*** Opening Data supplied ***

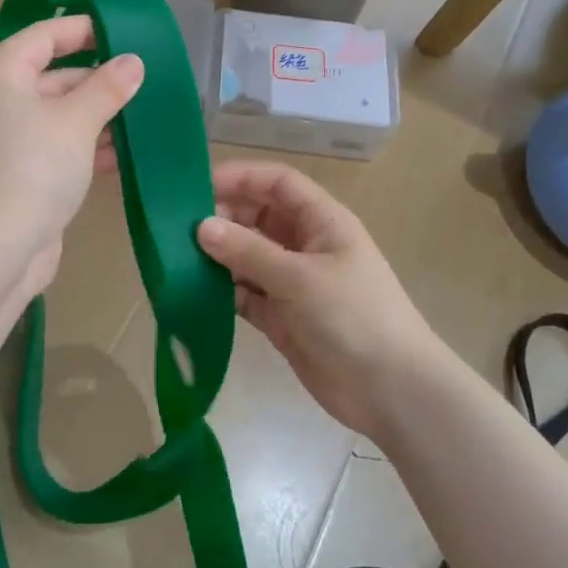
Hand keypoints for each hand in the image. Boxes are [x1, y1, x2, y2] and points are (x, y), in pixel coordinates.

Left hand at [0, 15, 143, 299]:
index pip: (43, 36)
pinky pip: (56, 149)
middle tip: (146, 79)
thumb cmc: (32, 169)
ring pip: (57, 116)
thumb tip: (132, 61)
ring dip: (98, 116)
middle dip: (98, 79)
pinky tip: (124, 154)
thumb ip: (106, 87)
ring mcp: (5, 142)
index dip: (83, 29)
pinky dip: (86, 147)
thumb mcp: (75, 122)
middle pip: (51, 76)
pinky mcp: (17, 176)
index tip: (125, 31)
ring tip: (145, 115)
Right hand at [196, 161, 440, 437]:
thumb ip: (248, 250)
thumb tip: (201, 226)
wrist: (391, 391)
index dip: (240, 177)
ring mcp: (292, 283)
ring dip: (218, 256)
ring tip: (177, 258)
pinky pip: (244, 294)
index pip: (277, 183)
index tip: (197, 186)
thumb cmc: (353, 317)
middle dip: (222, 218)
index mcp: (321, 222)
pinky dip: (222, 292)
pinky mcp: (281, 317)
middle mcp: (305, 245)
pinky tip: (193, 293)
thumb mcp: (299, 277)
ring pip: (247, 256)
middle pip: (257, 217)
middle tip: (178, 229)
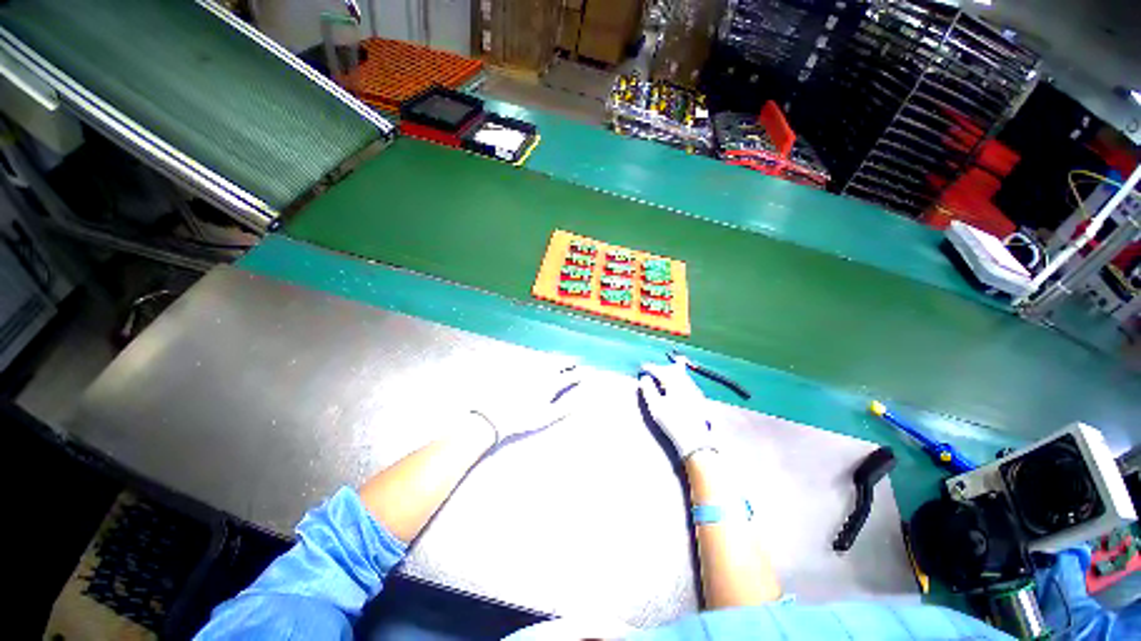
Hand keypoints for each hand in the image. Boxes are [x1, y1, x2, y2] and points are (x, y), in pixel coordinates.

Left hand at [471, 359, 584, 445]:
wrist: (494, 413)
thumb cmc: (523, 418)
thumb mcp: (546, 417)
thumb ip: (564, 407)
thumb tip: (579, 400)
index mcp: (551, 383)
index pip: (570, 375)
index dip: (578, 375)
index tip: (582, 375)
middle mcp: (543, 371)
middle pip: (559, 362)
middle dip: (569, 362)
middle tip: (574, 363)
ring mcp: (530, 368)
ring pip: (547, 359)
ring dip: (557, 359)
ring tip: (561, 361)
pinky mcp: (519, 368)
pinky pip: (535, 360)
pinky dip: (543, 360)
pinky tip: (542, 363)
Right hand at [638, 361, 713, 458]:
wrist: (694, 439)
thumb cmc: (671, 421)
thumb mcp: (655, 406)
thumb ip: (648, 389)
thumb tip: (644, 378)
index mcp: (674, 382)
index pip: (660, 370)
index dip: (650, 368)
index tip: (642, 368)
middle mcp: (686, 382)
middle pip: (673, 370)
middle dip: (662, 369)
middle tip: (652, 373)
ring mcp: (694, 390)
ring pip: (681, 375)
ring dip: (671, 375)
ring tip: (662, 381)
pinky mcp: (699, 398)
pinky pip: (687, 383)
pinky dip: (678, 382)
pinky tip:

*** Closing Data supplied ***

From the material above, copy exactly the lines between the line holding "thumb tip: (201, 226)" and the line holding "middle tip: (178, 229)", inclusive, and only those.

Solution for this task:
thumb tip: (201, 226)
wrist: (391, 391)
index dip: (240, 177)
ring mcp: (292, 283)
ring dip: (218, 256)
ring tip: (177, 258)
pinky pip: (244, 294)
index pip: (277, 183)
index tip: (197, 186)
thumb cmc: (353, 317)
middle dip: (222, 218)
index mcp: (321, 222)
pinky dip: (222, 292)
pinky mcp: (281, 317)
middle mcp: (305, 245)
pinky tip: (193, 293)
thumb mcp: (299, 277)
ring pip: (247, 256)
middle pip: (257, 217)
middle tip: (178, 229)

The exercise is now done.